*REQUIRED ACTION:* Return the data that follows exactly as it appears. Pictures do not belong in the copy.
--- --- ---
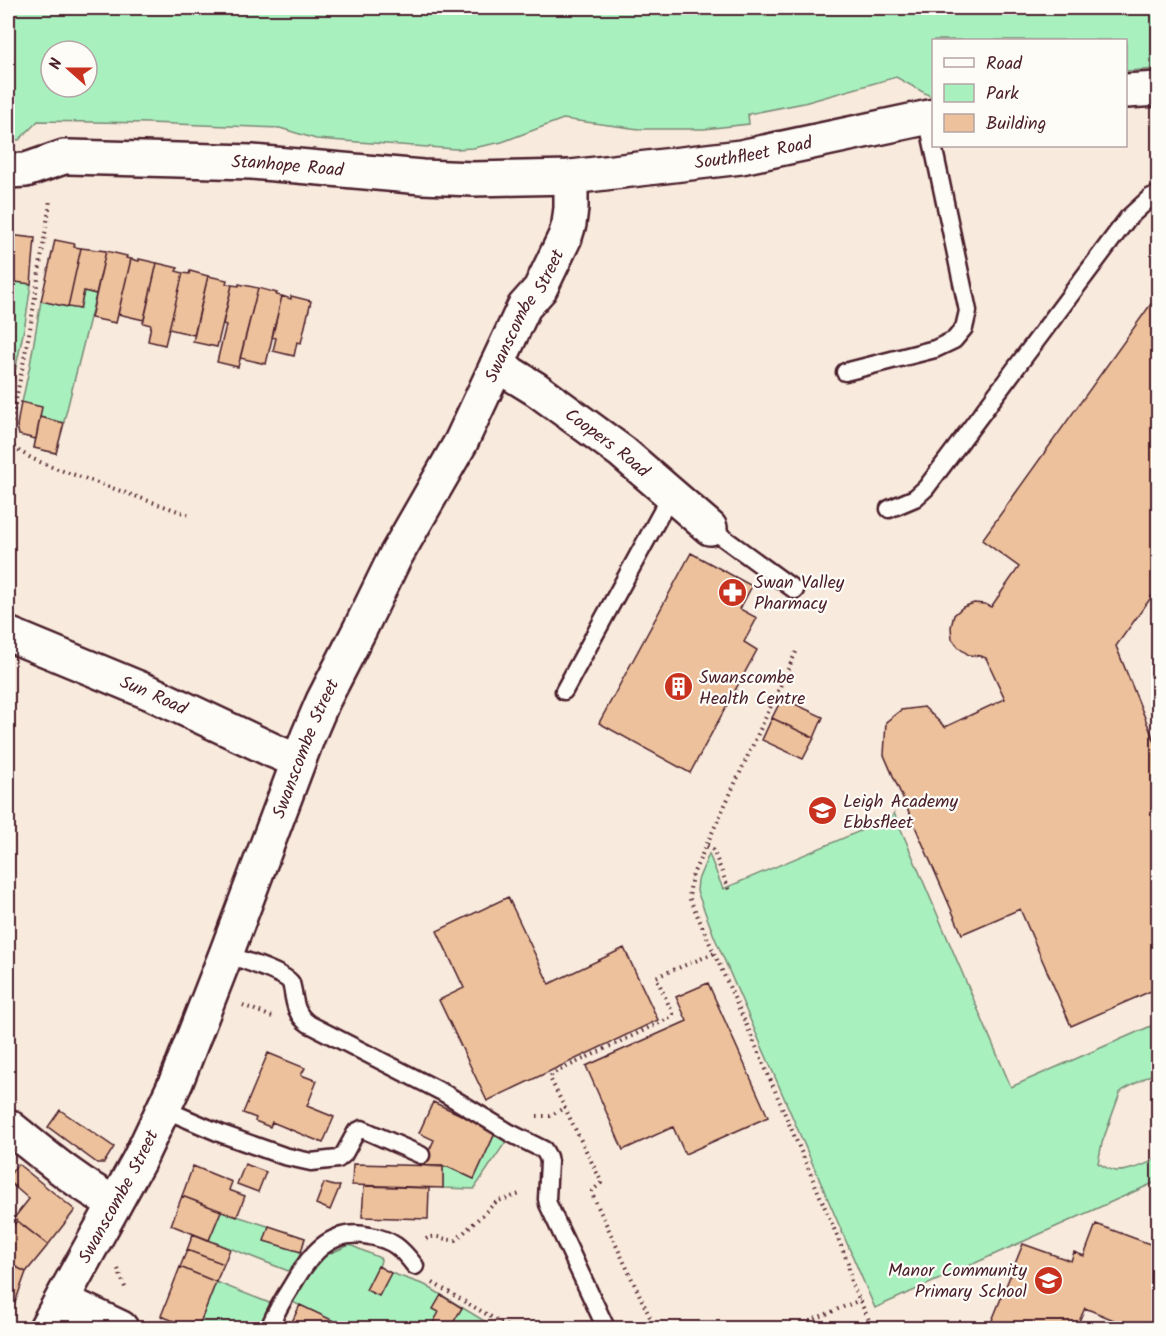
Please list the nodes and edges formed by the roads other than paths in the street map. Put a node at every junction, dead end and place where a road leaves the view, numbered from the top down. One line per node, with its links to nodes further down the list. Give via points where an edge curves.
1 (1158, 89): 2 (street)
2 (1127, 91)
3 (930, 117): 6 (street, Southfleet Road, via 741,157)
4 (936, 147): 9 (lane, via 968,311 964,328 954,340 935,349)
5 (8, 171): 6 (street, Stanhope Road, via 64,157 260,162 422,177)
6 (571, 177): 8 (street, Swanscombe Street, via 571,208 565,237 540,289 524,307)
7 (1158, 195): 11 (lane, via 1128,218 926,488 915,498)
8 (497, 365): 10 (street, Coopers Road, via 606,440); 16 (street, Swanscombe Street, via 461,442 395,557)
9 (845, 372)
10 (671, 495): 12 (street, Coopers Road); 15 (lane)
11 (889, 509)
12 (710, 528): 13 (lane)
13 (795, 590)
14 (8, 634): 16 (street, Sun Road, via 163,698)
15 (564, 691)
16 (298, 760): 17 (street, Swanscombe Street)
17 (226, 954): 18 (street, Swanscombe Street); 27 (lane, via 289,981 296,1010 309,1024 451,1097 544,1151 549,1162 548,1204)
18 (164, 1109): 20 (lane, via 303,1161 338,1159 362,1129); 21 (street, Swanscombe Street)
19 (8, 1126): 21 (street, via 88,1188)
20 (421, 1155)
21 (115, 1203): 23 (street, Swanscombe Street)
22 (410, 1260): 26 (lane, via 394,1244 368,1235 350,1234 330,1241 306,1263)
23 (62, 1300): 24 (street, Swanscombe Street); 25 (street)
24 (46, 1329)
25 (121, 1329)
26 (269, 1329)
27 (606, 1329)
--- --- ---
*ANSWER TO THE EXERCISE:*
Please list the nodes and edges formed by the roads other than paths in the street map. Put a node at every junction, dead end and place where a road leaves the view, numbered from the top down. One line per node, with its links to nodes further down the list. Give via points where an edge curves.
1 (1158, 89): 2 (street)
2 (1127, 91)
3 (930, 117): 6 (street, Southfleet Road, via 741,157)
4 (936, 147): 9 (lane, via 968,311 964,328 954,340 935,349)
5 (8, 171): 6 (street, Stanhope Road, via 64,157 260,162 422,177)
6 (571, 177): 8 (street, Swanscombe Street, via 571,208 565,237 540,289 524,307)
7 (1158, 195): 11 (lane, via 1128,218 926,488 915,498)
8 (497, 365): 10 (street, Coopers Road, via 606,440); 16 (street, Swanscombe Street, via 461,442 395,557)
9 (845, 372)
10 (671, 495): 12 (street, Coopers Road); 15 (lane)
11 (889, 509)
12 (710, 528): 13 (lane)
13 (795, 590)
14 (8, 634): 16 (street, Sun Road, via 163,698)
15 (564, 691)
16 (298, 760): 17 (street, Swanscombe Street)
17 (226, 954): 18 (street, Swanscombe Street); 27 (lane, via 289,981 296,1010 309,1024 451,1097 544,1151 549,1162 548,1204)
18 (164, 1109): 20 (lane, via 303,1161 338,1159 362,1129); 21 (street, Swanscombe Street)
19 (8, 1126): 21 (street, via 88,1188)
20 (421, 1155)
21 (115, 1203): 23 (street, Swanscombe Street)
22 (410, 1260): 26 (lane, via 394,1244 368,1235 350,1234 330,1241 306,1263)
23 (62, 1300): 24 (street, Swanscombe Street); 25 (street)
24 (46, 1329)
25 (121, 1329)
26 (269, 1329)
27 (606, 1329)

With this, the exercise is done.